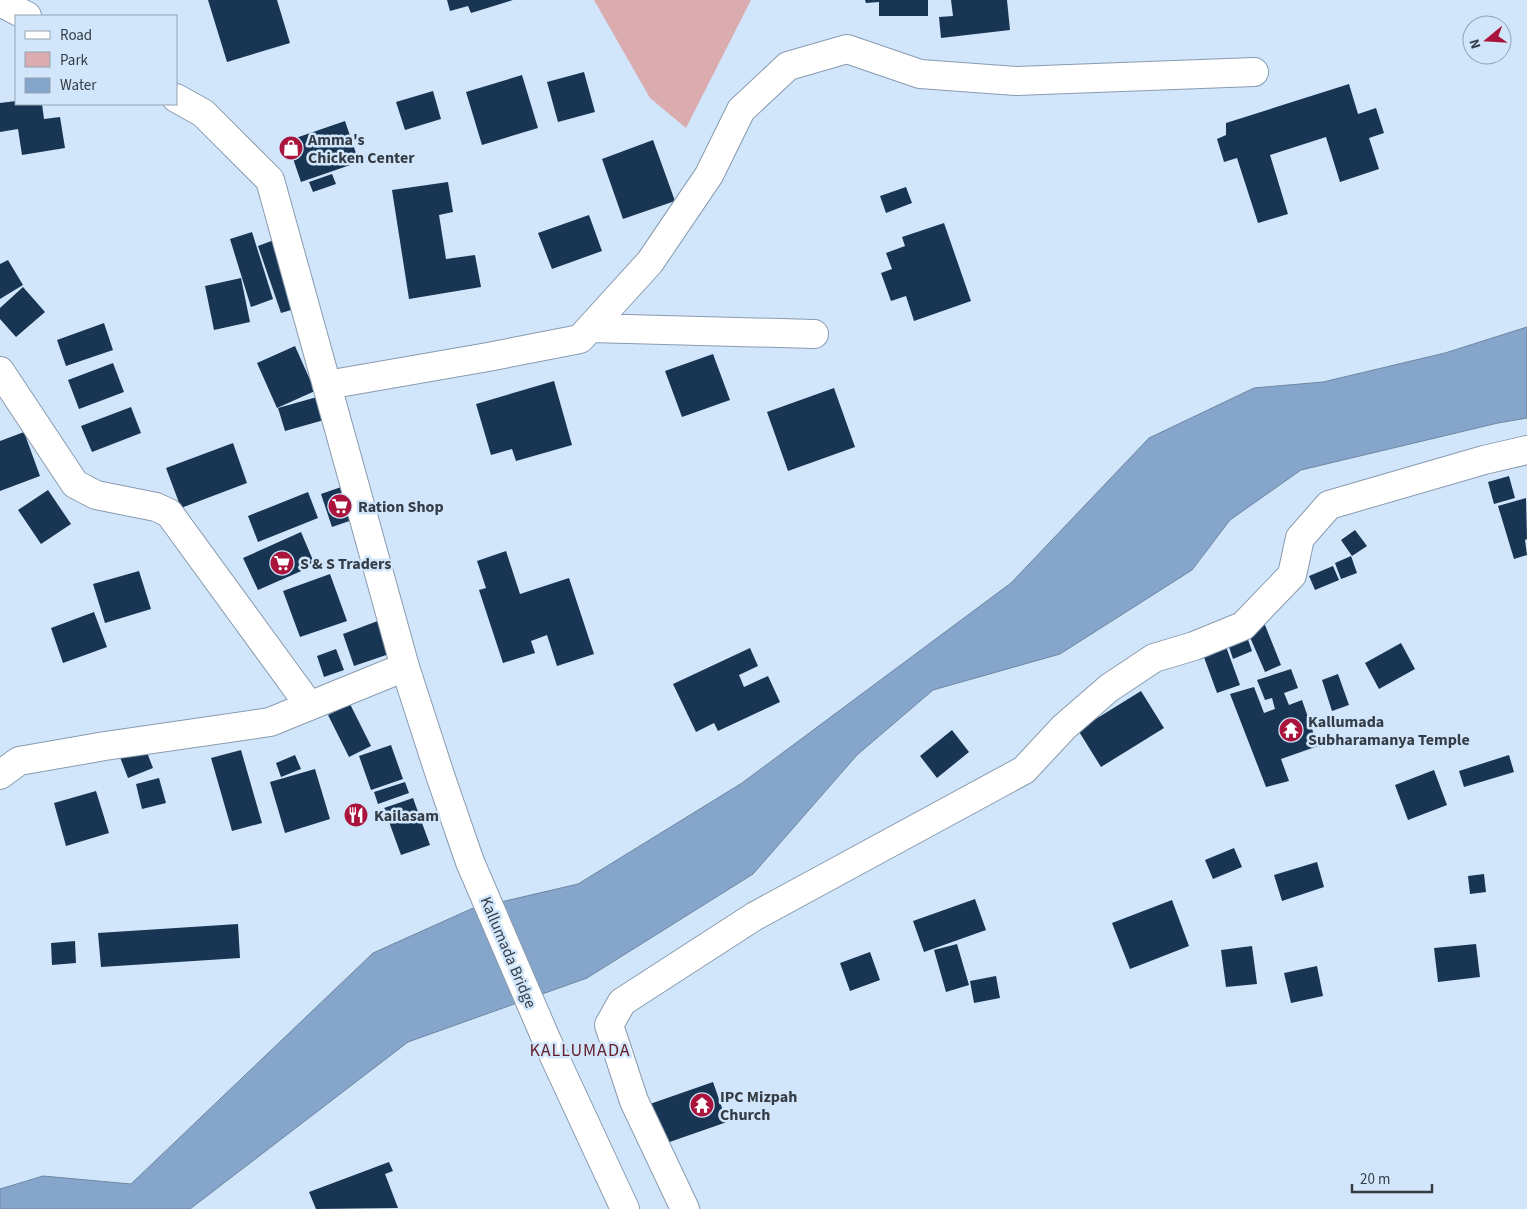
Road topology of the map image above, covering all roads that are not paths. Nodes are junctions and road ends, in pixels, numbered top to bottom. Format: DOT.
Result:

..............................

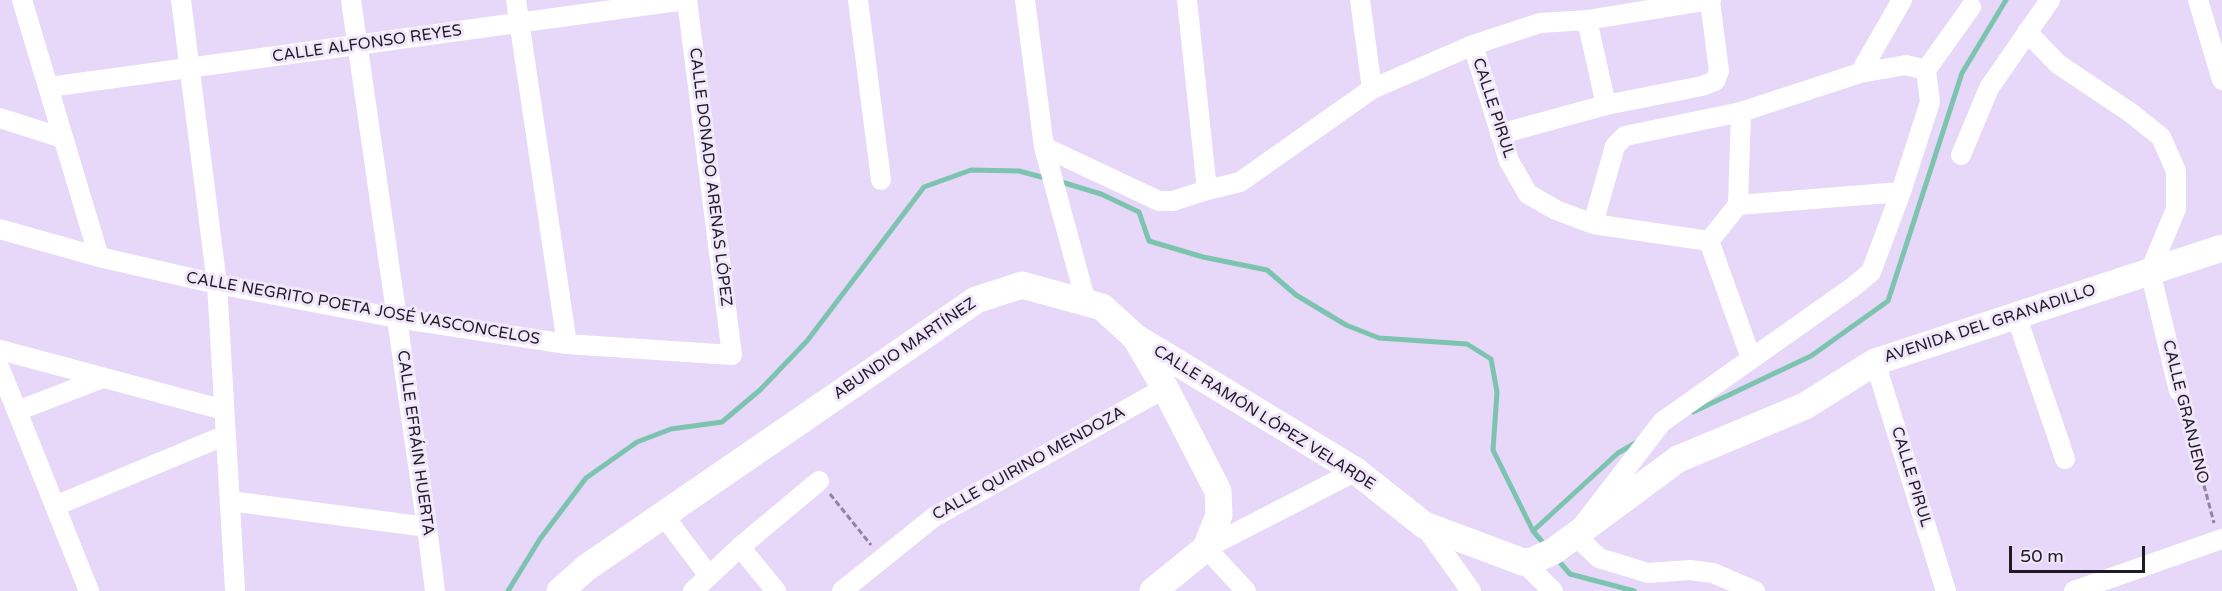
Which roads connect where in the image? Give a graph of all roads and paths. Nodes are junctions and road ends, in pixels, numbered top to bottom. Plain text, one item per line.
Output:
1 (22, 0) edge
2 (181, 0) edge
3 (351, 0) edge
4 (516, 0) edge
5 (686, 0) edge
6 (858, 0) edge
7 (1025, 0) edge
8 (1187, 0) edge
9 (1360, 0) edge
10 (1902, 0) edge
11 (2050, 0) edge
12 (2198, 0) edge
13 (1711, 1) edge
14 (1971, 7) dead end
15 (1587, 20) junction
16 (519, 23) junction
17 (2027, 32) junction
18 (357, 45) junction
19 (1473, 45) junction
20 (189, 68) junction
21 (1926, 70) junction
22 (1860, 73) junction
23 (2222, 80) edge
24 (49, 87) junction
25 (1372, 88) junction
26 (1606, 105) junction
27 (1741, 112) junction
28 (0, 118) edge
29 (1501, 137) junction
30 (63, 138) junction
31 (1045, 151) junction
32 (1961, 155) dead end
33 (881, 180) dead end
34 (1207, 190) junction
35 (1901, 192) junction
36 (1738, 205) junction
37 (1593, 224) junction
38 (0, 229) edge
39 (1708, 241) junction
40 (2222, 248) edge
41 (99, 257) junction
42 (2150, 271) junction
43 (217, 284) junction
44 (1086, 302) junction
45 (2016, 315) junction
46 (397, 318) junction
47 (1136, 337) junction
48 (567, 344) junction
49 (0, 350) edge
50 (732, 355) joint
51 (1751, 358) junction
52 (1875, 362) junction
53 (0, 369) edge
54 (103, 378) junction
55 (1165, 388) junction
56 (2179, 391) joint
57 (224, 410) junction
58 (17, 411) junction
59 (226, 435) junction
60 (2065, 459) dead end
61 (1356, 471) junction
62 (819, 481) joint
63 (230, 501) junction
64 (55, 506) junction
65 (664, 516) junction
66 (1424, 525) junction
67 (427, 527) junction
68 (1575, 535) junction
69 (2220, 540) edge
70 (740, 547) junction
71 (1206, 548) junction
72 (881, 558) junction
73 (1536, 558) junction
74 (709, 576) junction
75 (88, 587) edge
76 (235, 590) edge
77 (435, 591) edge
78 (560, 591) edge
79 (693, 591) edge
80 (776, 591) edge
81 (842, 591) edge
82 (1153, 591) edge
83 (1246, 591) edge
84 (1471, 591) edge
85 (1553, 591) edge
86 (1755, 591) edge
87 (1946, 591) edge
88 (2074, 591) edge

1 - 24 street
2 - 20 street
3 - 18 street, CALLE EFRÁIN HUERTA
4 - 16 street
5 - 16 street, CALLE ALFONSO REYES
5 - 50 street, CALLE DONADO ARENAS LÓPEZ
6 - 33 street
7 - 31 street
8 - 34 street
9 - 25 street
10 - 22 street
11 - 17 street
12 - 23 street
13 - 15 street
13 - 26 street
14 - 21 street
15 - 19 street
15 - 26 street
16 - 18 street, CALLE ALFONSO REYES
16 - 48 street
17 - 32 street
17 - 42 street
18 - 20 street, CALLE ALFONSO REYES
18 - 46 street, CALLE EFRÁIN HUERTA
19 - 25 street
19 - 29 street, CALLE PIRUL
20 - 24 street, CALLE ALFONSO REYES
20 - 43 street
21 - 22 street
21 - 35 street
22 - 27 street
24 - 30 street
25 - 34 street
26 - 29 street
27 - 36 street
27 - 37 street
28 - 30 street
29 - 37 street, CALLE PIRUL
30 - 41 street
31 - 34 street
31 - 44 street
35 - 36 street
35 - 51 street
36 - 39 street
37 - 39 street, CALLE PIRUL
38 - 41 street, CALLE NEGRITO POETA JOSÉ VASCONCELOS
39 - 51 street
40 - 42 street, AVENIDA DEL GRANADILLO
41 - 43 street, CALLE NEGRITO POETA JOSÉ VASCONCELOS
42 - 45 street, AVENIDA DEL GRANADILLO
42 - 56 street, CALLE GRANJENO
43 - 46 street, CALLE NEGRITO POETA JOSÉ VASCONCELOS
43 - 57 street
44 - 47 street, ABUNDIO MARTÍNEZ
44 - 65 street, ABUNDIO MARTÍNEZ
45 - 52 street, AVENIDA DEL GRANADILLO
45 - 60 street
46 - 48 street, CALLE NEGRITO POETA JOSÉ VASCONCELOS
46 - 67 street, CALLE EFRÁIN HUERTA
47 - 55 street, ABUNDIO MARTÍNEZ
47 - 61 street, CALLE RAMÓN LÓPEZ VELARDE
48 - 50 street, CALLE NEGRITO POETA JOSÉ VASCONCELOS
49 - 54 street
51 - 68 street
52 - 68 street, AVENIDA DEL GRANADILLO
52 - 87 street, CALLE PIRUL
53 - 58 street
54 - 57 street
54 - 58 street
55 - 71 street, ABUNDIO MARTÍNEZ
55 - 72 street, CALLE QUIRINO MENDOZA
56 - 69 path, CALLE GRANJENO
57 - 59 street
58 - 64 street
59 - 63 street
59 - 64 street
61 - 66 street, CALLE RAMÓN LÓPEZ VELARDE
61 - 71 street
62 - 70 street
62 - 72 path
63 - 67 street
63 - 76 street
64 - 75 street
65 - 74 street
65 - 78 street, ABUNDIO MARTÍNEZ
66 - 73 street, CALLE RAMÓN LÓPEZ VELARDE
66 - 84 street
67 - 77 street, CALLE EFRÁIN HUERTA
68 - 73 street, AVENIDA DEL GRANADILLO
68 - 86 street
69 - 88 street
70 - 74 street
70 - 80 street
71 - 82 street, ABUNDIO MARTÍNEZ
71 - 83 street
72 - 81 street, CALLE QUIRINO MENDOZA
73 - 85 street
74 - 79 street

..............................

All lines with the word "Nodes" need to be copied from the data above.

Road topology of the map image above, covering all roads that are not paths. Nodes are junctions and road ends, in pixels, numbered top to bottom. Format: DOT.
Which roads connect where in the image? Give a graph of all roads and paths. Nodes are junctions and road ends, in pixels, numbered top to bottom. Plain text, one item per line.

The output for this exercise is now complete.